Il termine Roccascalegna può avere una duplice etimologia. La prima ipotesi, risalente al termine “Rocca-scarengia”,documentato nel Catalogus Baronum nel 1379 come possesso del Conte di Manoppello. Secondo uno studio francese “scarengia”,derivante da “scarenna”, sta ad indicare il fianco scosceso di una montagna. La dissimulazione successiva di r-r in r-l ha dato luogo in tempi recenti alla trasformazione di Scaregna in Scalegna. Altri studiosi propendono per un origine da un nome personale longobardo “Aschari” da cui Rocc.Aschar.enea e, successivamente, Roccascalegna.

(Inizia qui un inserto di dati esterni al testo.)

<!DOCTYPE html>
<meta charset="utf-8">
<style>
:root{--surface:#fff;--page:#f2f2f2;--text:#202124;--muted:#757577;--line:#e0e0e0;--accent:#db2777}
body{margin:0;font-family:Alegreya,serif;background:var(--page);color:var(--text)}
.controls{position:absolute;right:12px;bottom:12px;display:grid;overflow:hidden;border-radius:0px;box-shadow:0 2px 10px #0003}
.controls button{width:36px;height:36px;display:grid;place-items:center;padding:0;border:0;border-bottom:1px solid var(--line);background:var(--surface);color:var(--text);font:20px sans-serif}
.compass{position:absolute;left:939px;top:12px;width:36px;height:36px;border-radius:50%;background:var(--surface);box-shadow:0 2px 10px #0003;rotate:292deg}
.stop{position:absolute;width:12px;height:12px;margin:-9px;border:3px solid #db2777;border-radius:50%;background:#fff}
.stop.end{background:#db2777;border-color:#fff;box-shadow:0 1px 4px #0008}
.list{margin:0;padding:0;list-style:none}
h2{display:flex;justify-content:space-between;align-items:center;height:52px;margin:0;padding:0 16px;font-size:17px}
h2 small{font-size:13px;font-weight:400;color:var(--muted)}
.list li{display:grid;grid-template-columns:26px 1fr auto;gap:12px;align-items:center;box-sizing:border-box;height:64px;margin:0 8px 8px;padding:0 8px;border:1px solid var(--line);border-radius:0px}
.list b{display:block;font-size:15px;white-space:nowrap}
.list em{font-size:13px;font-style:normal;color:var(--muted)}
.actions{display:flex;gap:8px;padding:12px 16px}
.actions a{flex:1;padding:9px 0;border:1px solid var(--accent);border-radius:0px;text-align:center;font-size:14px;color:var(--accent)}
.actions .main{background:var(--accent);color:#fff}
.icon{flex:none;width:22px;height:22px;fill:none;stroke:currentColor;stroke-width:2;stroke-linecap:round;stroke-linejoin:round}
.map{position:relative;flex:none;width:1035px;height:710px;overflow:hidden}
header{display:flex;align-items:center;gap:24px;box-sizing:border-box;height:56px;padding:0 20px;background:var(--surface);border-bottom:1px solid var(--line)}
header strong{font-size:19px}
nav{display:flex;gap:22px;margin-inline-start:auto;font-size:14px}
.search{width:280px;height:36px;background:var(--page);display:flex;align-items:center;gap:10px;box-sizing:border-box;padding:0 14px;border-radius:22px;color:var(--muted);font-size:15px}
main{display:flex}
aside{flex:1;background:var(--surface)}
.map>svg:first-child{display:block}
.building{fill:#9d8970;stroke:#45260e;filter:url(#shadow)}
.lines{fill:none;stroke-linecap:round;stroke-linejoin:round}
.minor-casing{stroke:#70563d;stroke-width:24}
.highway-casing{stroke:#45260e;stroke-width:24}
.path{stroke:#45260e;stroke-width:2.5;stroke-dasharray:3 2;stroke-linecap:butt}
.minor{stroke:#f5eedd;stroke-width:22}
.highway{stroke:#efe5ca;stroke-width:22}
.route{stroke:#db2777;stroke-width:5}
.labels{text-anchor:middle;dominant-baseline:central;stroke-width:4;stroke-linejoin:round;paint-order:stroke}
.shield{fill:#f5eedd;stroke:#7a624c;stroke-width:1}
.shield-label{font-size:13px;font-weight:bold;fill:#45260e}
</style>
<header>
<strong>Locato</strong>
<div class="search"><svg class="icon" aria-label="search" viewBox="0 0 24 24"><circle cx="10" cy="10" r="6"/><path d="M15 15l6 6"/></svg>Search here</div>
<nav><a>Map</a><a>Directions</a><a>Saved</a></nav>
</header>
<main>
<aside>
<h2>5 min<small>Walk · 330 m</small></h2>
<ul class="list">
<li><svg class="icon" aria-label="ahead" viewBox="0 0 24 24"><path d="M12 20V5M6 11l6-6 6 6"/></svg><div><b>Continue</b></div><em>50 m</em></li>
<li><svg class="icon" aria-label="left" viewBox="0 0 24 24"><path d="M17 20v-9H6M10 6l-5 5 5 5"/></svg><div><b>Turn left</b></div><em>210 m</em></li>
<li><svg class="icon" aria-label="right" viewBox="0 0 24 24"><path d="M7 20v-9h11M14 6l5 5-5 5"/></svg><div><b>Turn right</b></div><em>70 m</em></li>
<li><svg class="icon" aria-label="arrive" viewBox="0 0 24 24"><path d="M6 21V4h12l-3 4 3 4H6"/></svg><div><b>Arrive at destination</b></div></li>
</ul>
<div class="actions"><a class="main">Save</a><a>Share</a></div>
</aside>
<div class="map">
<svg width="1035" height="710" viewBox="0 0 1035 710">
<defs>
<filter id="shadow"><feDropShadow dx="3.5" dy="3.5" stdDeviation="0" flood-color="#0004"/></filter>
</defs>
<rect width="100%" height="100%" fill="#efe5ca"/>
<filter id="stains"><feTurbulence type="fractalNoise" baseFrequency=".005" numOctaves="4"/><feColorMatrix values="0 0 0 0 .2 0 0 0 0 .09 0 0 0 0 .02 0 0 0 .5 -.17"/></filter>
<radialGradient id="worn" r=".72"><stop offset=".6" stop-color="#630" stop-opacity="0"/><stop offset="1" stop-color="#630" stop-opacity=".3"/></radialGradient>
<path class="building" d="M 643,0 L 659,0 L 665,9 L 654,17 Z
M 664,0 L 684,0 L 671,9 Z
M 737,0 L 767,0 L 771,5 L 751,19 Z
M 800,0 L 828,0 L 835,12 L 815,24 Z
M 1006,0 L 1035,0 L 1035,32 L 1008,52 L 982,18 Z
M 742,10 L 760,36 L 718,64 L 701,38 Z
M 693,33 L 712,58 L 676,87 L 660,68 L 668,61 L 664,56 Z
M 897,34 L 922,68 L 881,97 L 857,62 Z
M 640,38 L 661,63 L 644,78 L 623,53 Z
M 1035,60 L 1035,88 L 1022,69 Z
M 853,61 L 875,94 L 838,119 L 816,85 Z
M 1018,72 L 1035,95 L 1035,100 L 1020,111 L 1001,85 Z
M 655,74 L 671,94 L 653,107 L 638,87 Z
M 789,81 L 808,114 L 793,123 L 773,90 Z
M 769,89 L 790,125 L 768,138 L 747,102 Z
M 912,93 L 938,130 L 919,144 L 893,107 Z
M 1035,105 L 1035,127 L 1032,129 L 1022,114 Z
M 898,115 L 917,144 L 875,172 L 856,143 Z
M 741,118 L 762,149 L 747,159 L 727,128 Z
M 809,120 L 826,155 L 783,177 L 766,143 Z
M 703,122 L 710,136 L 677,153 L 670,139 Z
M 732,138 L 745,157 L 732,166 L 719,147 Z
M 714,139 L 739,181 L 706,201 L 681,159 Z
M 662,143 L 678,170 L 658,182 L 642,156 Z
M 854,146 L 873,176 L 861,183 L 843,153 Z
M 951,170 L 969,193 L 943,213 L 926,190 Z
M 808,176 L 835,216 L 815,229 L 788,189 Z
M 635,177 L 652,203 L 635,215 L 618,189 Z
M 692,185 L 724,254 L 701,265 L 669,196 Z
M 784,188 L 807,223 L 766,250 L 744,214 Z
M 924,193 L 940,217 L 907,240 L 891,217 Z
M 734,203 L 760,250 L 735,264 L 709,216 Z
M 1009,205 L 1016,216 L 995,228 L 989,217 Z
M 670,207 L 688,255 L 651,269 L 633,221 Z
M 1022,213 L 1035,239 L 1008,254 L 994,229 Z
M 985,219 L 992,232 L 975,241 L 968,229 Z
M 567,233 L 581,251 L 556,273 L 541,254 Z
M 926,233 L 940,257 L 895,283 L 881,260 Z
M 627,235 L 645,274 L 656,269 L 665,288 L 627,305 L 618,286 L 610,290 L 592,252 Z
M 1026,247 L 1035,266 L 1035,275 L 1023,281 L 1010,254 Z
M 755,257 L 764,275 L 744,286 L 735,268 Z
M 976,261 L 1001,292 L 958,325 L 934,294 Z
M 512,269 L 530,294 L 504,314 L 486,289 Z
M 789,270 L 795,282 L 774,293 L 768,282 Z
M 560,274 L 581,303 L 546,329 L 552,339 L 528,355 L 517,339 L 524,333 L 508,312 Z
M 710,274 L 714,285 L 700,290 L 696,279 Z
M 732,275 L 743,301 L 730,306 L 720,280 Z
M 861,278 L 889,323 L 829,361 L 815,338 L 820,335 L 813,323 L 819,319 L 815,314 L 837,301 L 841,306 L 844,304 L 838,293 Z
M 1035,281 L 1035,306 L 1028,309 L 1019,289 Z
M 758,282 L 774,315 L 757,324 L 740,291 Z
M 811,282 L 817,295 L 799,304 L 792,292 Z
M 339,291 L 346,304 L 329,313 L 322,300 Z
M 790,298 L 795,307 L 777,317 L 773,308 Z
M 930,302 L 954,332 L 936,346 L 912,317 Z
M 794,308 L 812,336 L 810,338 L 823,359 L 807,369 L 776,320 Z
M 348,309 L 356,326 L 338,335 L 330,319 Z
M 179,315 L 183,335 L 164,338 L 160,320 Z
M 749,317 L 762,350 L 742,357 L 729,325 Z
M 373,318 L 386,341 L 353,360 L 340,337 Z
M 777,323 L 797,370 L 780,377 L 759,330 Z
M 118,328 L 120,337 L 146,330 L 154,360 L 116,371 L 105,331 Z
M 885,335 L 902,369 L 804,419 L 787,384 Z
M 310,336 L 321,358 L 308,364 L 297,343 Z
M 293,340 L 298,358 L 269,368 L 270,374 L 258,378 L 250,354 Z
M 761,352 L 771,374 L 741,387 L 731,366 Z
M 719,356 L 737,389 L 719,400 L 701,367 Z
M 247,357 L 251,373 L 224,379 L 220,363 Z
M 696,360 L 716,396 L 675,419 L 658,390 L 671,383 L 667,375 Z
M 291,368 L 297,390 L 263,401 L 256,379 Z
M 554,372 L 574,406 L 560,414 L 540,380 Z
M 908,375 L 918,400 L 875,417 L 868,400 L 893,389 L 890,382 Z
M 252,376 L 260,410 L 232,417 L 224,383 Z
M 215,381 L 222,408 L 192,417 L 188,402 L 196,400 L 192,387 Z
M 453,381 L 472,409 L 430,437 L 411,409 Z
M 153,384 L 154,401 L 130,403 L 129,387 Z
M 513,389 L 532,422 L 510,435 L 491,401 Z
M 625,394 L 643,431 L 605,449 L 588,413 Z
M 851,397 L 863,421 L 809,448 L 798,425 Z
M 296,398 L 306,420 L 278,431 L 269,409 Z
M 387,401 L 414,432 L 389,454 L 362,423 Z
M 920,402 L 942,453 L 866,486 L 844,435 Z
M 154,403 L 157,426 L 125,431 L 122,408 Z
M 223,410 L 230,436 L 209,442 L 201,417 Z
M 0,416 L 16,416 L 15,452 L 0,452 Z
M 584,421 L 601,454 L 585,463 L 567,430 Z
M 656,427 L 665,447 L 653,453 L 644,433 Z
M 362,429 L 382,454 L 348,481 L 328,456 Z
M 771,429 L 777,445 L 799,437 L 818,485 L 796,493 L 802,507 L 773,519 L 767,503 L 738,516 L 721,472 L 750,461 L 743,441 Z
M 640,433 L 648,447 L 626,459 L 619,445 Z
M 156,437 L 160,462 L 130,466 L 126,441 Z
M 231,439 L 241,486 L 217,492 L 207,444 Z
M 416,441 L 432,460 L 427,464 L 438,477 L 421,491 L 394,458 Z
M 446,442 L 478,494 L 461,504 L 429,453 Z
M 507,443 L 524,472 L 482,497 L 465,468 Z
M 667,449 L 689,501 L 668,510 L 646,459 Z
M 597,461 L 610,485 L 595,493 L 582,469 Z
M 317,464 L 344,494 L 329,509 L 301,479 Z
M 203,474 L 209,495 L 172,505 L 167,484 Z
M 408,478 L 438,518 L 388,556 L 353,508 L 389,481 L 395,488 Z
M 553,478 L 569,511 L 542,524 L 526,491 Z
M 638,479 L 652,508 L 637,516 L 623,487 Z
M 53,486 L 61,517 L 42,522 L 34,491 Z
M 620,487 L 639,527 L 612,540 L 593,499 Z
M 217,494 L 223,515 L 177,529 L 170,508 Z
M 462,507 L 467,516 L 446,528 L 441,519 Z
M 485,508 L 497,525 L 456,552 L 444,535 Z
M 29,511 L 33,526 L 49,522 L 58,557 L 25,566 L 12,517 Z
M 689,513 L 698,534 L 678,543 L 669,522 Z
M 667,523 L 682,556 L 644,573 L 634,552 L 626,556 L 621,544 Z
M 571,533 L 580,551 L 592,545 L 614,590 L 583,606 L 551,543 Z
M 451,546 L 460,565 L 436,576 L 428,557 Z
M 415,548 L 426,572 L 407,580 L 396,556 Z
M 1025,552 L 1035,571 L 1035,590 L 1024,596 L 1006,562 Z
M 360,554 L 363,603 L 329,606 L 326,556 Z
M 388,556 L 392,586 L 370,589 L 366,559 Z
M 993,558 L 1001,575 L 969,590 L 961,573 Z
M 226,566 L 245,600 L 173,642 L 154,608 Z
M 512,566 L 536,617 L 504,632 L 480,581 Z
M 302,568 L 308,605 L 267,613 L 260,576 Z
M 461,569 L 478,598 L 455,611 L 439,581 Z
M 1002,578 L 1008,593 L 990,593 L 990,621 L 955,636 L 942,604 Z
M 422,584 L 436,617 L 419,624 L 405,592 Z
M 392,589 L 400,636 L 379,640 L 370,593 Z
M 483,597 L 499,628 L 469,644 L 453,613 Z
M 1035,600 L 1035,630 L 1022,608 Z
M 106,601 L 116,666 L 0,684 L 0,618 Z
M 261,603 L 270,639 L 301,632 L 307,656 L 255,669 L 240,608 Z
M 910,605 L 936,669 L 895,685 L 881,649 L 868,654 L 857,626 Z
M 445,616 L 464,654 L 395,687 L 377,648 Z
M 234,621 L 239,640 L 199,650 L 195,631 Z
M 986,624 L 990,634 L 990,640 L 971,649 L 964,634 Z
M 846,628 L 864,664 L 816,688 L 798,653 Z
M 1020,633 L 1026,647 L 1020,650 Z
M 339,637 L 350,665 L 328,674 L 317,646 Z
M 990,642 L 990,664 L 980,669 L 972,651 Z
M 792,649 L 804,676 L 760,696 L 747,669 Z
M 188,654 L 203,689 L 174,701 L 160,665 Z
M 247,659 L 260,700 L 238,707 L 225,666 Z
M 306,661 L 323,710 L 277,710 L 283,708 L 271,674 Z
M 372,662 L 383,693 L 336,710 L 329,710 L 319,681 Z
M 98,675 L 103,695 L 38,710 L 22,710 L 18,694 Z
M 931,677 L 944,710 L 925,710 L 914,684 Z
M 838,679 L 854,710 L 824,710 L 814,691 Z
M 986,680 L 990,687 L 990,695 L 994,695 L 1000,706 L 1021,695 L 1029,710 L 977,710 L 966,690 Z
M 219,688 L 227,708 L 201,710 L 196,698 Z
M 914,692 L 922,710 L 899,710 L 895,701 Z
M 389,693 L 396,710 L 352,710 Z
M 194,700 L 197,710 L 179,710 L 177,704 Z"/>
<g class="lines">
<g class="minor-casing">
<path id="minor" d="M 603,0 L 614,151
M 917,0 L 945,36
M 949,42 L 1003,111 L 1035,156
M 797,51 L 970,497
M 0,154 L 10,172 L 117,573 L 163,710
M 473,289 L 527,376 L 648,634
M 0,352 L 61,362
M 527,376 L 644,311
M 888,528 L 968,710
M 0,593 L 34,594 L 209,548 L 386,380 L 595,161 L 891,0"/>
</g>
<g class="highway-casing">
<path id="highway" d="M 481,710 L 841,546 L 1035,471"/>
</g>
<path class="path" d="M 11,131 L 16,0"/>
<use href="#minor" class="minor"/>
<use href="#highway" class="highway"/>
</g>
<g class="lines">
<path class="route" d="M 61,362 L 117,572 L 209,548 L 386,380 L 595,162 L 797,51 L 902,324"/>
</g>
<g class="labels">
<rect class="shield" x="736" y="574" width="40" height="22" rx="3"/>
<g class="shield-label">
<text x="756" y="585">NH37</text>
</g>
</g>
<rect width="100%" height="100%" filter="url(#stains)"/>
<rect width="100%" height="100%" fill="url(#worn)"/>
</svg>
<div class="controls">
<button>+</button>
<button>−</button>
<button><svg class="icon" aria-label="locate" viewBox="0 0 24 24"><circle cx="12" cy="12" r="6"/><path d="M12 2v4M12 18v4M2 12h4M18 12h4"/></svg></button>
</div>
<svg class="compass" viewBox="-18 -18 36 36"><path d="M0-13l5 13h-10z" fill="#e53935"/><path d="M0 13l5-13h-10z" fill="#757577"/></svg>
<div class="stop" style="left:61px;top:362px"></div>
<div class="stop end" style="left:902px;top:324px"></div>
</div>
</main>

Con tutta probabilità, i fondatori di Roccascalegna furono i Longobardi che, a partire dal 600 d.C., occuparono stabilmente l’attuale Molise e l’Abruzzo meridionale, dopo essere discesi dall’Italia settentrionale. Conseguenza di ciò fu l’allineamento delle guarnigioni Bizantine sulle rive dell’Adriatico. Nella logica di tale conflitto si spiega la costruzione della Torre d’Avvistamento, prima, e del Castello, in seguito, sull’imponente ammasso roccioso che domina la valle del Rio Secco (affluente del Sangro) proprio ad opera dei Longobardi.
Una volta finite le ostilità tra i due popoli, escludendo una nota di carattere contabile del 1320, non troviamo nessuna fonte storiografica che parli del Castello di Roccascalegna sino al 1525. In tale anno possiamo rilevare una descrizione della struttura restaurata del Castello, in ottemperanza alle nuove esigenze necessarie con l’avvento delle armi da fuoco.
Un ulteriore atto notarile descrive il restauro della gradonata d’accesso del Castello di Roccascalegna, ma ormai siamo già nel 1705.
Dal 1700 il Castello di Roccascalegna ha conosciuto tre secoli di abbandono, nei quali lo stesso è stato preda delle intemperie e dei saccheggi della popolazione locale, sino alla donazione al Comune di Roccascalegna, avvenuta nel 1985, da parte dell’ultima famiglia feudataria, ossia quella dei Croce Nanni.
La leggenda più famosa inerente il Castello di Roccascalegna ha per protagonisti Corvo de Corvis e l’editto dello“Jus Primae Noctis”. Pare che nel 1646 il fantomatico Barone abbia reintrodotto questa prassi medievale, in forza della quale ogni novella sposa del Feudo di Roccascalegna dovesse passare la prima notte di nozze con lui invece che con il marito. Non si sa bene se una sposa novella, o se il marito, travestito a sua volta da sposa, abbia accoltellato il Barone nel talamo nuziale ed egli, morente, abbia lasciato la propria impronta della mano insanguinata su di una roccia della torre, crollata poi nel 1940. Benché si provasse a lavare il sangue dalla roccia, esso continuava a riaffiorare e ci sono tutt’oggi persone anziane che sostengono di aver visto la “mano di sangue” anche dopo il crollo.